Survey of educators regarding the return to learn after a sport-related concussion
Bibliographic record
Abstract
Objective To evaluate the impact of an educational intervention upon educators’ knowledge of sport-related concussion (SRC) management strategies and their understanding of academic accommodations as part of the return to learn (RTL) strategy after an SRC. Design A pre- and post-intervention study. Setting A sport-focused Ontario (Canada) secondary school. Participants 94 educational staff, including teachers, administrators and school psychologists. Interventions Three ten-minute didactic lectures were followed by ninety minute facilitated focus groups during an educators’ professional development workshop. Participants learned about the nature and management of SRC with an emphasis upon RTL. Participants also had to reflect on their own experiences with some of the 63 students who had RTL at that school, after an SRC during the prior 3.5 years. Outcome measures Participants answered pre and post intervention surveys directed toward knowledge of SRC management principles and acknowledgement of accommodations. Main results 81 of the 94 participants submitted two matched pre and post surveys.

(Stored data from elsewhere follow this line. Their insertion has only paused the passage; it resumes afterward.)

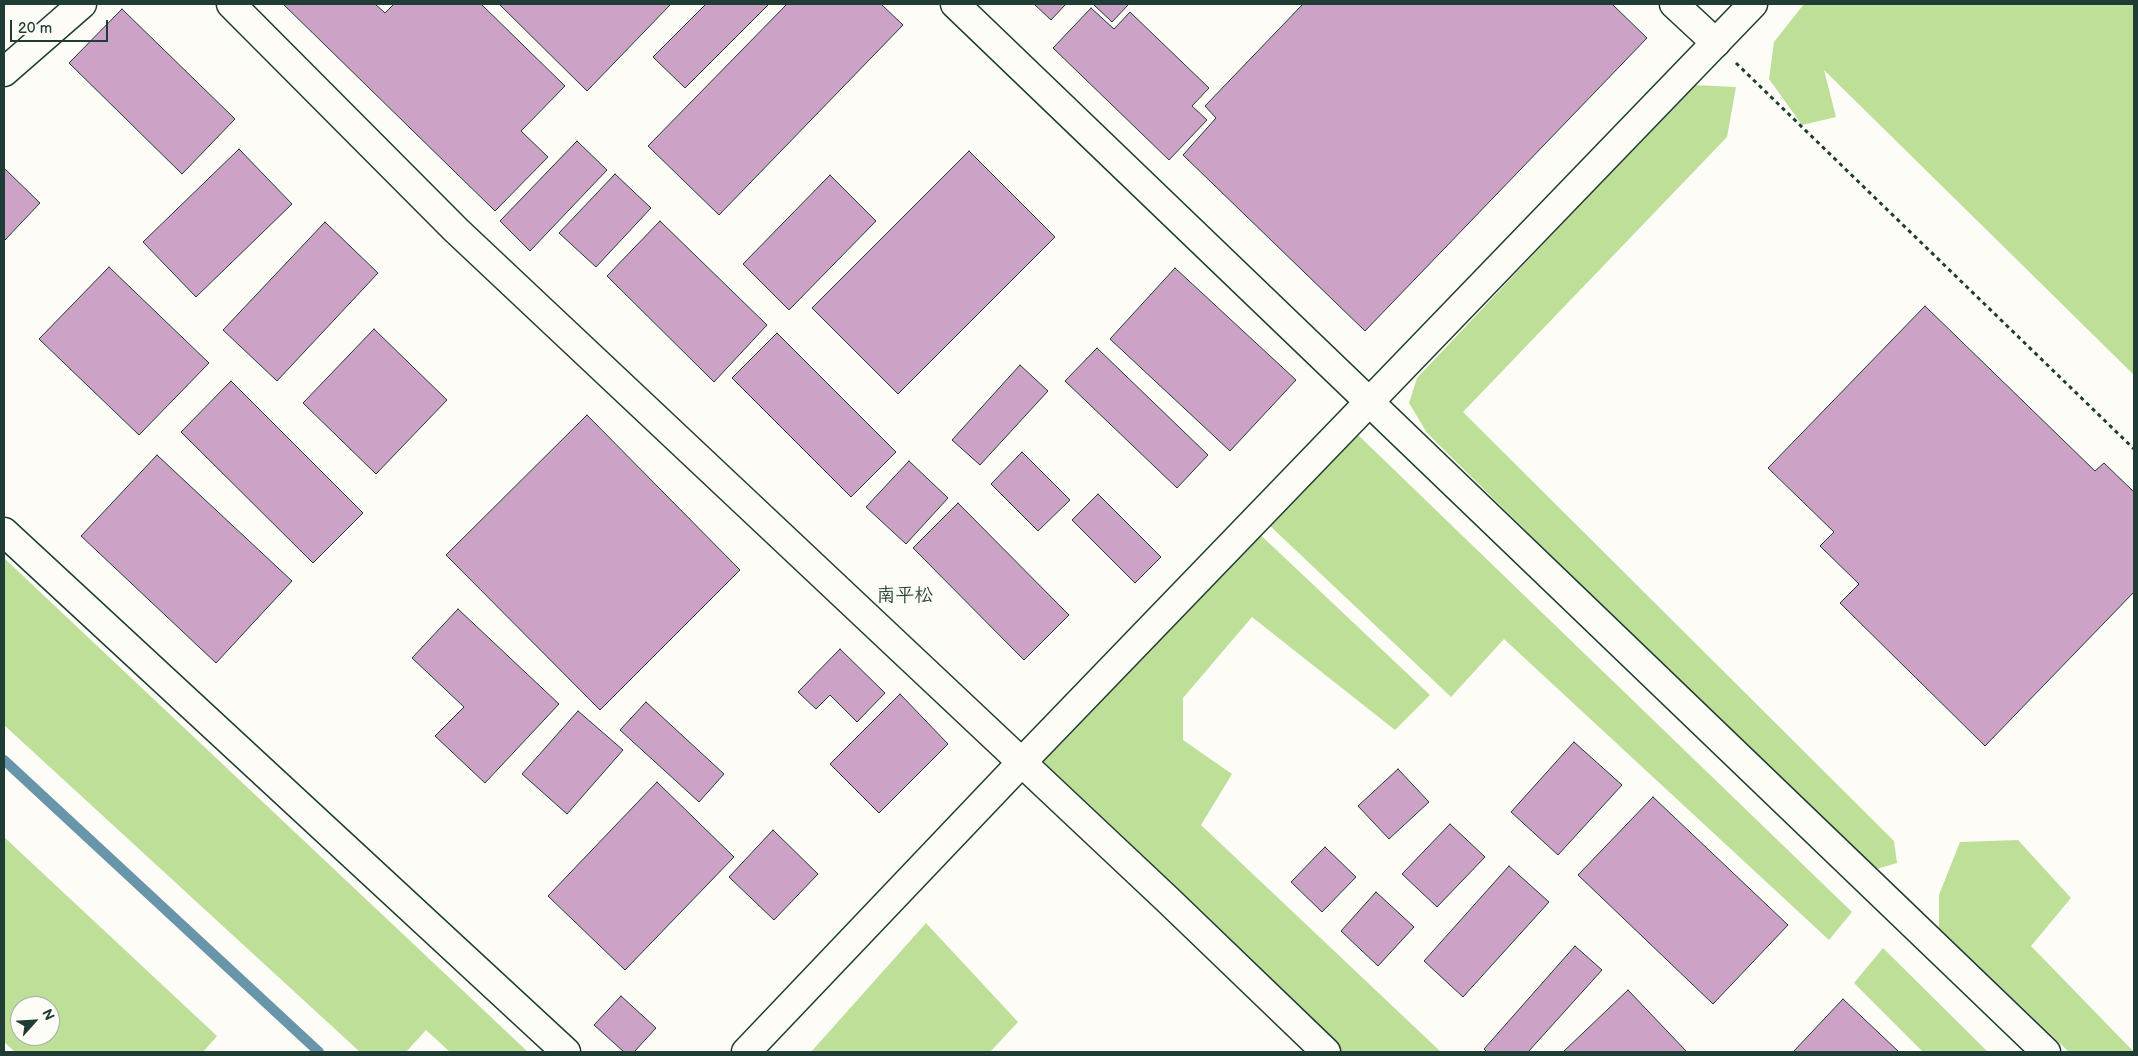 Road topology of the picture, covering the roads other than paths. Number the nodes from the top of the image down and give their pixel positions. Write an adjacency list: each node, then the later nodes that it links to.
1 (82, 4): 7 (street)
2 (231, 4): 10 (street)
3 (956, 4): 8 (street)
4 (1674, 4): 6 (street)
5 (1753, 4): 6 (street)
6 (1716, 43): 8 (street)
7 (4, 72)
8 (1370, 402): 10 (street); 14 (street)
9 (4, 532): 11 (street)
10 (1021, 763): 12 (street); 13 (street)
11 (566, 1052)
12 (746, 1052)
13 (1326, 1052)
14 (2046, 1052)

Educators indicated significantly increased understanding of SRC management and showed a significantly increased support of accommodations after the intervention (p<0.05). Conclusions Educators’ understanding of SRC management strategies is essential to facilitate a successful RTL. This study suggests that a brief educational intervention can improve the support of educators for academic accommodations as part of the RTL phase of SRC management. Competing interests None.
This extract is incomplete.